== Exercise material ==

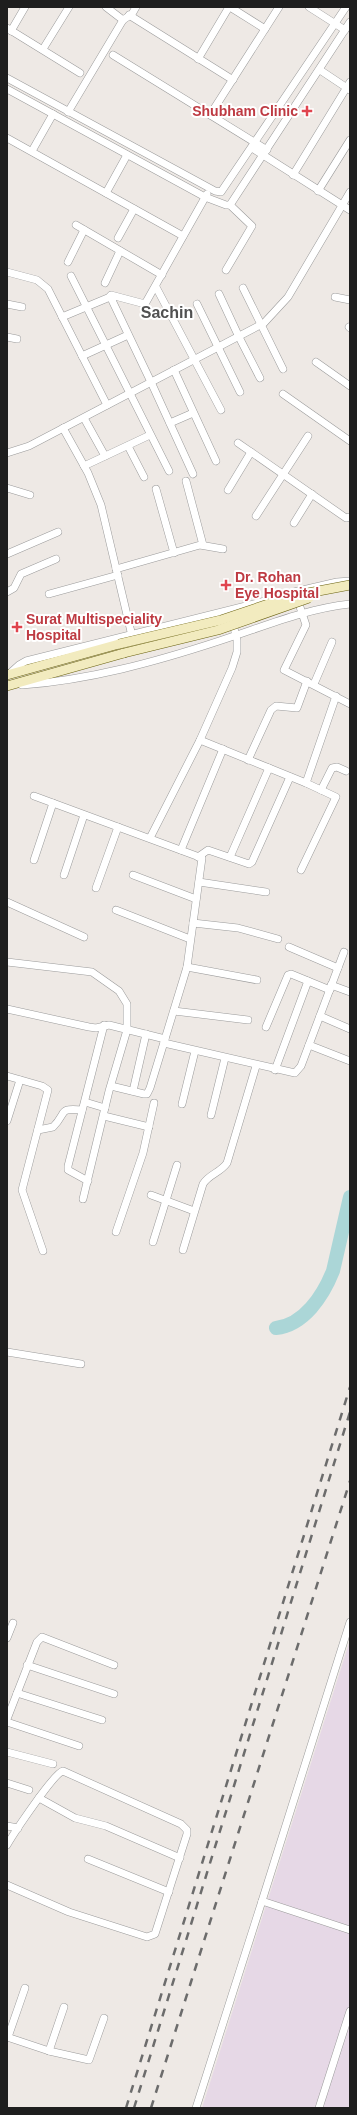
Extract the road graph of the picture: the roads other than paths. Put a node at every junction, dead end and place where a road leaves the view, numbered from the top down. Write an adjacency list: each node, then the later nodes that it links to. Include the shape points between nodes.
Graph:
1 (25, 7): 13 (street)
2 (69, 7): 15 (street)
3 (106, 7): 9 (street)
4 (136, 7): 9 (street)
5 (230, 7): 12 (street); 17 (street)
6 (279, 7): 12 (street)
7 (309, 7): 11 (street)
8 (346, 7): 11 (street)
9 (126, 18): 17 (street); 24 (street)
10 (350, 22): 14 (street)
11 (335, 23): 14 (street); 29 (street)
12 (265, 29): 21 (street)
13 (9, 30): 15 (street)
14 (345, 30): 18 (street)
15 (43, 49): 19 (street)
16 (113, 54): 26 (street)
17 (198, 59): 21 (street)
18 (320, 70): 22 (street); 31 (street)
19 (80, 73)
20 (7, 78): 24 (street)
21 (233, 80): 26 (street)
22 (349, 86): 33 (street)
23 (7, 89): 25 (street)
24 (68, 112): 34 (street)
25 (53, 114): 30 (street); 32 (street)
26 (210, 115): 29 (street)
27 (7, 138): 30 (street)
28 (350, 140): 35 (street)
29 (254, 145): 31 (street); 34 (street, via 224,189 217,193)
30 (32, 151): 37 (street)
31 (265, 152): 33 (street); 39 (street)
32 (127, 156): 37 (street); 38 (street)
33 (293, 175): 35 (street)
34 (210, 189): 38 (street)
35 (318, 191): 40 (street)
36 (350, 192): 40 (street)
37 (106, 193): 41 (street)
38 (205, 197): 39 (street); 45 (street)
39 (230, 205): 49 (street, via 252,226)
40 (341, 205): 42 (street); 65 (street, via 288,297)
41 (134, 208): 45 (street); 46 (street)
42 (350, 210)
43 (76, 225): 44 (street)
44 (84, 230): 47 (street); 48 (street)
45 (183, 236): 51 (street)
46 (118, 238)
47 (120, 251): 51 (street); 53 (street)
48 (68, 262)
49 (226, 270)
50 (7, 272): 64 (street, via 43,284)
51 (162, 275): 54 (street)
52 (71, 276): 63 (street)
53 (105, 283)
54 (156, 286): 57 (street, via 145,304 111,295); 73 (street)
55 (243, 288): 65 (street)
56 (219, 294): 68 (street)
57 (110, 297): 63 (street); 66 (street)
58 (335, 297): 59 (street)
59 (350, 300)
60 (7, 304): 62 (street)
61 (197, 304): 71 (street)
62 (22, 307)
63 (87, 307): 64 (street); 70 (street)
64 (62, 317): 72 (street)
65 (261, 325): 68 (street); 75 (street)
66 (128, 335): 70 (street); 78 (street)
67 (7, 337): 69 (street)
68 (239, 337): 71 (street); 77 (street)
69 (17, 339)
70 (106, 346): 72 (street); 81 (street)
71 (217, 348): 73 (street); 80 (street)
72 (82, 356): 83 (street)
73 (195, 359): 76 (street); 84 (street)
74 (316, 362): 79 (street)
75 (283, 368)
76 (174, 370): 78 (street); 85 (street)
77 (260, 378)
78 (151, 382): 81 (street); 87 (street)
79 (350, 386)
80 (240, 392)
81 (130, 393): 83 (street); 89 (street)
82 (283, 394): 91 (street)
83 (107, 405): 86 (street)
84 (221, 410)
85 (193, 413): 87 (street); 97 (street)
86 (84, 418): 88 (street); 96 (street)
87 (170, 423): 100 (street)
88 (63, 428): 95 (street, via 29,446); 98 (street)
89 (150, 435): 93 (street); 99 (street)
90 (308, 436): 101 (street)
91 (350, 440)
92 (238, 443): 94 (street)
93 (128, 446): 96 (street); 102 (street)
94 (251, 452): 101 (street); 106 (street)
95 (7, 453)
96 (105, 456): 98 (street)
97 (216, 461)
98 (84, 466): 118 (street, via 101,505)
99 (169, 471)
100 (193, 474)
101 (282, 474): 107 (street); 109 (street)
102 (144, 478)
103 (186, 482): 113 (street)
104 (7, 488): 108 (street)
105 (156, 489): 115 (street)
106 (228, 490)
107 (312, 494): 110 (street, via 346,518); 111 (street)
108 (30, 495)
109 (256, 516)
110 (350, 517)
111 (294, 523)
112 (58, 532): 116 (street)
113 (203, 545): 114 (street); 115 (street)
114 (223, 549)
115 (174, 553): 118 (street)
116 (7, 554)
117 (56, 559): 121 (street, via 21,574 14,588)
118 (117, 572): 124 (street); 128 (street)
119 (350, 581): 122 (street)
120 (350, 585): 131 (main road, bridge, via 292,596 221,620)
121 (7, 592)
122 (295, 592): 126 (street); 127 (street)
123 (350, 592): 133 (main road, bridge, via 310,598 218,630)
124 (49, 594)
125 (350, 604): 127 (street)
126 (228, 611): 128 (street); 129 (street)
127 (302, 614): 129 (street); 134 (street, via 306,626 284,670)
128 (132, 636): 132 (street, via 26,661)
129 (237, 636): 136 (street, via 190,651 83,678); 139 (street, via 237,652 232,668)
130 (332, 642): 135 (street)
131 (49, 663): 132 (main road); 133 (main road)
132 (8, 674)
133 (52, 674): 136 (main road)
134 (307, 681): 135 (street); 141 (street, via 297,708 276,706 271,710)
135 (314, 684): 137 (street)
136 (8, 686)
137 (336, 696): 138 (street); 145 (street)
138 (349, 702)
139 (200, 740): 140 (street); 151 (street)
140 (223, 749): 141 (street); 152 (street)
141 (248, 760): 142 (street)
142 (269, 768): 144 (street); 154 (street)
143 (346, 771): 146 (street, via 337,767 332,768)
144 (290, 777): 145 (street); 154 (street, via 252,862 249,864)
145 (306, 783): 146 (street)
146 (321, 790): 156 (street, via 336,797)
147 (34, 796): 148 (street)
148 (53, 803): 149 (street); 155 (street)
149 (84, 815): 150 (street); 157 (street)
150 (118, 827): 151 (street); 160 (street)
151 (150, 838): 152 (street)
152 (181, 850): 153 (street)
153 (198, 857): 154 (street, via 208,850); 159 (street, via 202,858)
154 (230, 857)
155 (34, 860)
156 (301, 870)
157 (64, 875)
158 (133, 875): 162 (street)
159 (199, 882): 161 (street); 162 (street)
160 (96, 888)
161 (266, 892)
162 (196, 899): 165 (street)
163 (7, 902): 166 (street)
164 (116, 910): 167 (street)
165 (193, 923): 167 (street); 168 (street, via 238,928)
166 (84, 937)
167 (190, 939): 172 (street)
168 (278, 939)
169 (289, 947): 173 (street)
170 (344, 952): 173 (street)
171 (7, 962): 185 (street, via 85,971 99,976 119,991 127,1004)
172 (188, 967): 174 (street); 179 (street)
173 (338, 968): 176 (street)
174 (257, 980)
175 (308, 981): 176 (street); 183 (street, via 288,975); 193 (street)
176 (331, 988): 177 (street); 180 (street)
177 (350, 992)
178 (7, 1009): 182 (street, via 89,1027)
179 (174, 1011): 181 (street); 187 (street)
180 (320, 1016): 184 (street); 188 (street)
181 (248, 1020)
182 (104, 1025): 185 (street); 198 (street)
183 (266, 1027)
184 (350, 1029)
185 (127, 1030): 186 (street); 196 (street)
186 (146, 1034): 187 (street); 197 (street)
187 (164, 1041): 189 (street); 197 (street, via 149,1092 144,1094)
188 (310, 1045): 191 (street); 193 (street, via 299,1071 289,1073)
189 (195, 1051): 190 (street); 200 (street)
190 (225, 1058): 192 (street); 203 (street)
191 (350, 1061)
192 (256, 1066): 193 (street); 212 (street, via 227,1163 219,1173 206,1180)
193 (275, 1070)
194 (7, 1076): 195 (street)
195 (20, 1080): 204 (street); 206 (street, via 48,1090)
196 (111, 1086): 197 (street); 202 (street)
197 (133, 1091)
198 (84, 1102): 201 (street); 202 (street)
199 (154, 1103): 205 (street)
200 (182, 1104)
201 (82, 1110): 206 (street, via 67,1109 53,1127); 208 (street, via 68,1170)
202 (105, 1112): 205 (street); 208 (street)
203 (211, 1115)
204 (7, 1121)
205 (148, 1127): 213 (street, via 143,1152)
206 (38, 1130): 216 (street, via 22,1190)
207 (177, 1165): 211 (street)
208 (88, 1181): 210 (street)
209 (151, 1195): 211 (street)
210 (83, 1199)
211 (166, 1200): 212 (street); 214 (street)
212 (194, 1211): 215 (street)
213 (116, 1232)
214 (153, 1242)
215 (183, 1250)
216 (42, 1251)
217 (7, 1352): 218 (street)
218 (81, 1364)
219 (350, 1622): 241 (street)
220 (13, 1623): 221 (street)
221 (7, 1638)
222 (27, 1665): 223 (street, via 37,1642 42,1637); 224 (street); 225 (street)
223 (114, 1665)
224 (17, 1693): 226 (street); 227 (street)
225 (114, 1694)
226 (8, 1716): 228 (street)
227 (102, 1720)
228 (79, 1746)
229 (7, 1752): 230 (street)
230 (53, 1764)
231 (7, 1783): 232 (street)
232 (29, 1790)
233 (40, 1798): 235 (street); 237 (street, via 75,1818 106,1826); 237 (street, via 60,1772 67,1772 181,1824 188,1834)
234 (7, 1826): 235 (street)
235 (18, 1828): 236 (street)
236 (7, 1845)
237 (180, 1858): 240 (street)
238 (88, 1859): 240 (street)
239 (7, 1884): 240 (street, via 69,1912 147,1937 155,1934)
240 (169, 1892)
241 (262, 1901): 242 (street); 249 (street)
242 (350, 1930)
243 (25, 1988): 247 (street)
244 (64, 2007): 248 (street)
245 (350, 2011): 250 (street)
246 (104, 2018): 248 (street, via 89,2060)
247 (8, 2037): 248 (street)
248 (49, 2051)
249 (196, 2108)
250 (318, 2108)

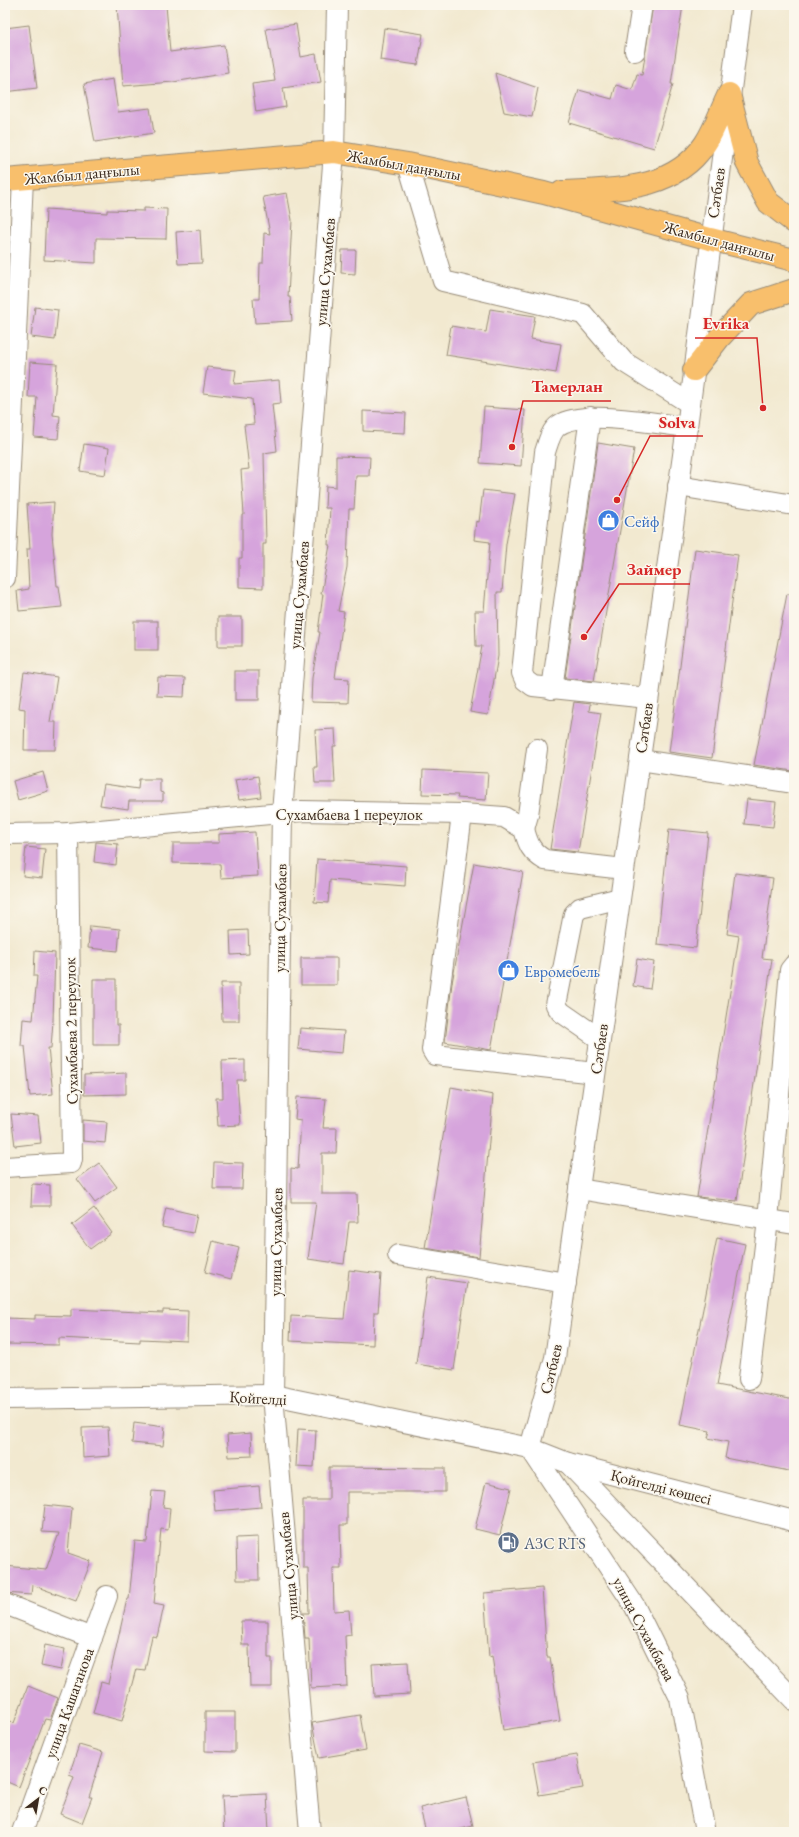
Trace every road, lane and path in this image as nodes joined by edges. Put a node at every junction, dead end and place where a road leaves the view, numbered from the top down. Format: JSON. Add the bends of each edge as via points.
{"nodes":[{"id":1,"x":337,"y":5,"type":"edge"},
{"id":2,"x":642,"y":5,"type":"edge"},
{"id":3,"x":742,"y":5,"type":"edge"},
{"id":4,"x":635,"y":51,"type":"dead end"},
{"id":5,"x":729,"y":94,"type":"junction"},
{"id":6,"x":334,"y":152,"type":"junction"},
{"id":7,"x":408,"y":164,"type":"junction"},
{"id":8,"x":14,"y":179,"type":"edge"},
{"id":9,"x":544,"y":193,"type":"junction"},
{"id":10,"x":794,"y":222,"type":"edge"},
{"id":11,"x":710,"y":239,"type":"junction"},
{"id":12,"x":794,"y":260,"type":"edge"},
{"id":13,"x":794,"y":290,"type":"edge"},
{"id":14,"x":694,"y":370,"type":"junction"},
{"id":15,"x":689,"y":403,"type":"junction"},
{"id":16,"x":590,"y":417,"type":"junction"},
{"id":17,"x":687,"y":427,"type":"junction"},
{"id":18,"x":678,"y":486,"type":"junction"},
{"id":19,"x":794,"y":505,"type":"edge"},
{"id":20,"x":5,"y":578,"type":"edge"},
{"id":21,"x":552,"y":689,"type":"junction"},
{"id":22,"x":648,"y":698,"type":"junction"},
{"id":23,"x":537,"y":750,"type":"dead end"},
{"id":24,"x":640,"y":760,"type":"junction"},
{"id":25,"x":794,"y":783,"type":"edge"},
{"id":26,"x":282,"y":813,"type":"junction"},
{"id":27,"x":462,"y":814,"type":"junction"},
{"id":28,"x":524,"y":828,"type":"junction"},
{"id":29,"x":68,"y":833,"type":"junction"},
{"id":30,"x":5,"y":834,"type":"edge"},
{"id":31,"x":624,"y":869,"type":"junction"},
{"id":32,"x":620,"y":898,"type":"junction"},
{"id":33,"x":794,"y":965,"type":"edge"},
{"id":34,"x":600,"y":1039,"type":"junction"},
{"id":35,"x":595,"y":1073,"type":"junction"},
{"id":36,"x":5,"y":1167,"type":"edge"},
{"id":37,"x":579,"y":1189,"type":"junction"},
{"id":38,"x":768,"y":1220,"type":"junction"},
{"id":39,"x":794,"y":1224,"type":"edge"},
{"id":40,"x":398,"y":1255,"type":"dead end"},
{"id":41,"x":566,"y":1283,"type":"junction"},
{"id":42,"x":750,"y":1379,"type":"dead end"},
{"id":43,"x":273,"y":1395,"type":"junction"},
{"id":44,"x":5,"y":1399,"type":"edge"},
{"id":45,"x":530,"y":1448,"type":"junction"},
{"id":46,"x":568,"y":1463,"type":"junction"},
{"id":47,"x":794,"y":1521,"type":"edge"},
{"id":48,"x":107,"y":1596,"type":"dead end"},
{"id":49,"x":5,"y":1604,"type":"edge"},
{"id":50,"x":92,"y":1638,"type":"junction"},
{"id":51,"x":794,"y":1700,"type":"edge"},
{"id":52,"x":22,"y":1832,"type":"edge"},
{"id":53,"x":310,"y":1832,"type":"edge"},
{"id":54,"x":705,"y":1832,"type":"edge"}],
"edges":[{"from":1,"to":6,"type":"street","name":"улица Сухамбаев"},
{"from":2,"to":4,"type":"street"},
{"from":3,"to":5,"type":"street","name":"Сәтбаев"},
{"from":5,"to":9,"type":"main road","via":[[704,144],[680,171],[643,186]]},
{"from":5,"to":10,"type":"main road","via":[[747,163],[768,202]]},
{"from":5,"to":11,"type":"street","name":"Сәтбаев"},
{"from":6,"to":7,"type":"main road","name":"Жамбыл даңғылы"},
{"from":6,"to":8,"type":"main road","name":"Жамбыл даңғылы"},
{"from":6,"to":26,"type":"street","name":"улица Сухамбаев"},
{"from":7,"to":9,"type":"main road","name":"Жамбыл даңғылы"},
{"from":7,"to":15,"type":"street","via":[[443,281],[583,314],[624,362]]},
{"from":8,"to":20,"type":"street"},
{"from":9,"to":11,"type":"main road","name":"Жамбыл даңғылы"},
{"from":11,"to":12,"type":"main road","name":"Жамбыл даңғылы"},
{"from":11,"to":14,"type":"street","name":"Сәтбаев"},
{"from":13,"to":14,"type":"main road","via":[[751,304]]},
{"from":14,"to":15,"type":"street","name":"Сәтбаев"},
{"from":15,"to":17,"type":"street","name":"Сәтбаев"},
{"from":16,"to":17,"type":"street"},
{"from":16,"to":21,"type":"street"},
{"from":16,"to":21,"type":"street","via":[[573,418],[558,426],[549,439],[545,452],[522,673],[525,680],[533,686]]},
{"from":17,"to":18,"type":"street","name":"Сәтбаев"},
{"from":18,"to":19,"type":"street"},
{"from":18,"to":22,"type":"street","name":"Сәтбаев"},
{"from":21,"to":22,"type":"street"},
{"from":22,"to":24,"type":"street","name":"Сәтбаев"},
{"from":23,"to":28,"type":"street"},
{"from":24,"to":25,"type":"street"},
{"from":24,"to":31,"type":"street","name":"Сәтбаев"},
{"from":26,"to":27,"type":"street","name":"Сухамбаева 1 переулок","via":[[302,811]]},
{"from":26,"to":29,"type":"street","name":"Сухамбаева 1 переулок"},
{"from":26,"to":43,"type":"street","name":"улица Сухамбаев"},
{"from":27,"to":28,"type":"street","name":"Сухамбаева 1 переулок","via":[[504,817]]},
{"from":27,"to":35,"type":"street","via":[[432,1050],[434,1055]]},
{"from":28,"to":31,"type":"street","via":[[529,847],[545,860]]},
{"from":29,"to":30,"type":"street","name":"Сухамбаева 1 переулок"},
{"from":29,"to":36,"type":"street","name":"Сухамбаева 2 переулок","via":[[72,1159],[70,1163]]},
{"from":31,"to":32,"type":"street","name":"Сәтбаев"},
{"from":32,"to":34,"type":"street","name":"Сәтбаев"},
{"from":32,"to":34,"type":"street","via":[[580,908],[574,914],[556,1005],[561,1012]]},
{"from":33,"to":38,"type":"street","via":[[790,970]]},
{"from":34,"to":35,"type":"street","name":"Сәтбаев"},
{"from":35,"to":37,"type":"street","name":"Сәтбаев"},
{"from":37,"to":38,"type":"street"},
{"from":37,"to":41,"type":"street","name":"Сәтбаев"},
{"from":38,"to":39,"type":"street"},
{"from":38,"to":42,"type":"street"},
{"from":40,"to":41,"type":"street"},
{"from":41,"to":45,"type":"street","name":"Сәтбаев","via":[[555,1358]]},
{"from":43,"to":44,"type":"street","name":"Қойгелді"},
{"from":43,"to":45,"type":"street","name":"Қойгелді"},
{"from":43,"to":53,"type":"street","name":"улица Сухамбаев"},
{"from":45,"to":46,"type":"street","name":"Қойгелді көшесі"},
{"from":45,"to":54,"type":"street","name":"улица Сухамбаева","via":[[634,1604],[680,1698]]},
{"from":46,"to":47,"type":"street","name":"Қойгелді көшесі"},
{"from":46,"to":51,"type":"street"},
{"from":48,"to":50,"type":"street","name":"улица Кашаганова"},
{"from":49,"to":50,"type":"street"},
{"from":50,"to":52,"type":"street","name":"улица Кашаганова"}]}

===

Task to carry out: A single number is the whole answer: how many lines in the entries hold the word "улица".

Result for this task: 7